**What to do:**
All lines containing the string "Write" must be copied from the entries.

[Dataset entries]
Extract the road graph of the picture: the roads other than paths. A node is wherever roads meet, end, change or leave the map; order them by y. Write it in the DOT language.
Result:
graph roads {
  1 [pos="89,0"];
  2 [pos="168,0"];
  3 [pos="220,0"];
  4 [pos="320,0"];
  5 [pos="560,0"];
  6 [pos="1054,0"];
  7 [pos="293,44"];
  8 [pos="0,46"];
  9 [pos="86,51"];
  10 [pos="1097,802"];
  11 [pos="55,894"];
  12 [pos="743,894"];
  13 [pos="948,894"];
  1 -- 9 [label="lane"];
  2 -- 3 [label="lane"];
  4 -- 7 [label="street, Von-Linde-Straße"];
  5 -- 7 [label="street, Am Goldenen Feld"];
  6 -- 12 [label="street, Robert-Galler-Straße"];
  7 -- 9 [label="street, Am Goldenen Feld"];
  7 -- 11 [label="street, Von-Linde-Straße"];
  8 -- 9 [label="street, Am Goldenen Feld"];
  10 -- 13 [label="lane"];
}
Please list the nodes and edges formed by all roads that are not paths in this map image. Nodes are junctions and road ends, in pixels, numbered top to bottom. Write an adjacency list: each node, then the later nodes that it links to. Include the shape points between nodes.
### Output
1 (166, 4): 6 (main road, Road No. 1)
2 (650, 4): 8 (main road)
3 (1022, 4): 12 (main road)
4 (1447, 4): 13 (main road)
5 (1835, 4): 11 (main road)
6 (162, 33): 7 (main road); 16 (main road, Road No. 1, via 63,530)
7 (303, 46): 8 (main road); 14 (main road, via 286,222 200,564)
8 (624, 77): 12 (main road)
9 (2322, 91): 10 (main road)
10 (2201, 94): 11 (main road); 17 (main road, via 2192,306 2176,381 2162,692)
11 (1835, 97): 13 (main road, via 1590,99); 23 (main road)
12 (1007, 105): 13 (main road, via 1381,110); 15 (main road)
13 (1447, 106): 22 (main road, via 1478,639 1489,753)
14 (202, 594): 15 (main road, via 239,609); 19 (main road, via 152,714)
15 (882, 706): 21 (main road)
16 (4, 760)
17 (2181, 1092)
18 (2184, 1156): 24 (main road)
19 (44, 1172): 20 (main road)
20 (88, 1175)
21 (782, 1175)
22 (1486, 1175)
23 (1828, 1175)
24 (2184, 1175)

**Reply to the exercise:**
Extract the road graph of the picture: the roads other than paths. A node is wherever roads meet, end, change or leave the map; order them by y. Write it in the DOT language.
Please list the nodes and edges formed by all roads that are not paths in this map image. Nodes are junctions and road ends, in pixels, numbered top to bottom. Write an adjacency list: each node, then the later nodes that it links to. Include the shape points between nodes.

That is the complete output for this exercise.